[LU-10496] sanity-dom sanity test_39k: FAIL: mtime is lost on close: 1515705427, should be 1484169395 Created: 12/Jan/18  Updated: 26/Jan/24  Resolved: 09/Oct/19

Status: Resolved
Project: Lustre
Component/s: None
Affects Version/s: Lustre 2.11.0, Lustre 2.13.0, Lustre 2.12.1
Fix Version/s: Lustre 2.13.0, Lustre 2.12.1

Type: Bug Priority: Major
Reporter: Jian Yu Assignee: Mikhail Pershin
Resolution: Fixed Votes: 0
Labels: None

Issue Links:
Related
is related to LU-3285 Data on MDT Resolved
is related to LU-12710 sanity test_36f: FAIL: /mnt/lustre/d3... Open
is related to LU-10589 sanity-dom test_251: test_sanity fail... Resolved
is related to LU-12967 sanity test 80 silently fails to get ... Resolved
Severity: 3
Rank (Obsolete): 9223372036854775807

 Description   

sanity-dom sanity test 39k failed as follows:

== sanity test 39k: write, utime, close, stat ======================================================== 21:17:06 (1515705426)
multiop /mnt/lustre/f39k.sanity voO_RDWR:w2097152_c
TMPPIPE=/tmp/multiop_open_wait_pipe.15091
 sanity test_39k: @@@@@@ FAIL: mtime is lost on close: 1515705427, should be 1484169395 

Maloo reports:
https://testing.hpdd.intel.com/test_sets/90c90676-f716-11e7-a6ad-52540065bddc
https://testing.hpdd.intel.com/test_sets/e1a7ef10-f6e6-11e7-bd00-52540065bddc
https://testing.hpdd.intel.com/test_sets/fc89fcf6-f655-11e7-94c7-52540065bddc



 Comments   
Comment by Bob Glossman (Inactive) [ 21/Mar/18 ]

another on master:
https://testing.hpdd.intel.com/test_sets/d7fa8c90-2d4e-11e8-b3c6-52540065bddc

Comment by Alex Zhuravlev [ 13/Apr/18 ]

I'm able to reproduce this locally with ZFS (no DNE/DOM needed)

 

Comment by Qian Yingjin (Inactive) [ 30/Jul/18 ]

another on master:

https://testing.whamcloud.com/test_sets/9665c524-920c-11e8-b0aa-52540065bddc

Comment by Mikhail Pershin [ 15/Jan/19 ]

test does the following:

Process #1: multiop oO_RDWR:w2097152_c
Process #2: wait #1 pause; setattr(mtime)

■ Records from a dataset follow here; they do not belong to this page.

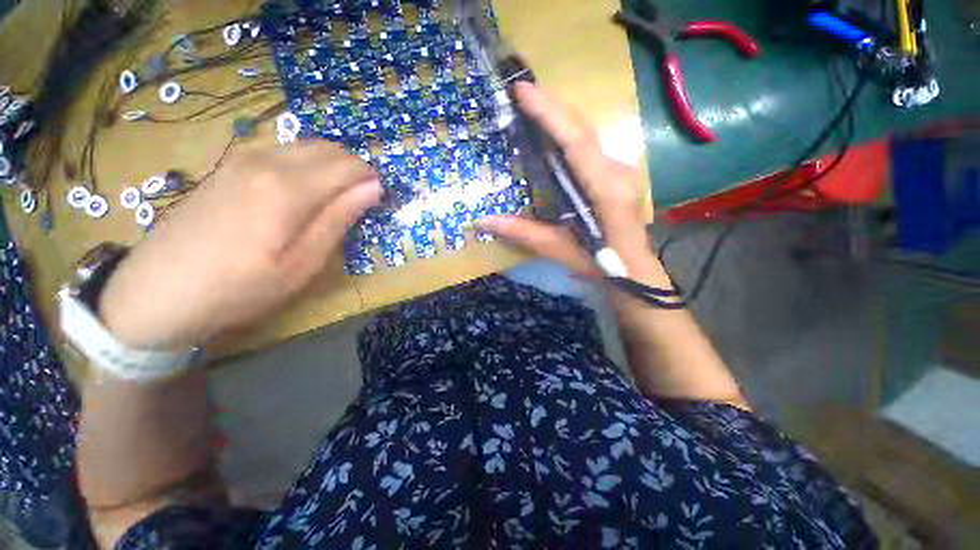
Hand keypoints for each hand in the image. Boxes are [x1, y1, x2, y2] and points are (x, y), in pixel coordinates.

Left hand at [99, 141, 381, 348]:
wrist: (157, 292)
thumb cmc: (239, 288)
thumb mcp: (302, 263)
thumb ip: (338, 219)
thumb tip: (372, 188)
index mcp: (287, 188)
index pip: (348, 167)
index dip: (371, 179)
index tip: (379, 199)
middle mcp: (265, 161)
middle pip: (328, 149)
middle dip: (354, 169)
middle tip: (361, 200)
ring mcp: (242, 159)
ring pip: (305, 146)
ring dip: (331, 166)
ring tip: (336, 198)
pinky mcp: (228, 166)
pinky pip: (282, 151)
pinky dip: (306, 164)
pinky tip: (303, 192)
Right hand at [476, 83, 664, 282]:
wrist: (633, 271)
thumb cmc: (600, 263)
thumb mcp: (559, 249)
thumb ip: (523, 233)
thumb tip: (482, 222)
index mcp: (606, 190)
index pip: (577, 143)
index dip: (551, 115)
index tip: (524, 91)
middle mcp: (616, 172)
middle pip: (583, 130)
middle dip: (552, 107)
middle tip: (522, 92)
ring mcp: (618, 171)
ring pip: (587, 135)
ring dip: (560, 118)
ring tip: (532, 107)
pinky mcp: (614, 175)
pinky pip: (588, 148)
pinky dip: (567, 135)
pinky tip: (551, 134)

It works as expected when setattr is being issued after write and before close as expected but sometimes it happens that write is not flushed yet and this bug occurs . It can be reproduced with changing multiop parameters as oO_RDWR:_w2097152c

I'd propose to make sure that write is finished by doing data sync with 'Y' parameter

Comment by Gerrit Updater [ 15/Jan/19 ]

Mike Pershin (mpershin@whamcloud.com) uploaded a new patch: https://review.whamcloud.com/34029
Subject: LU-10496 test: update sanity tests 39 for DOM testing
Project: fs/lustre-release
Branch: master
Current Patch Set: 1
Commit: a72572846e3461555affe0819c66b20a575d2459

Comment by Mikhail Pershin [ 16/Jan/19 ]

I've abandoned patch because it is incorrect replacement. Forced sync removes write vs setattr race and hides possible bug.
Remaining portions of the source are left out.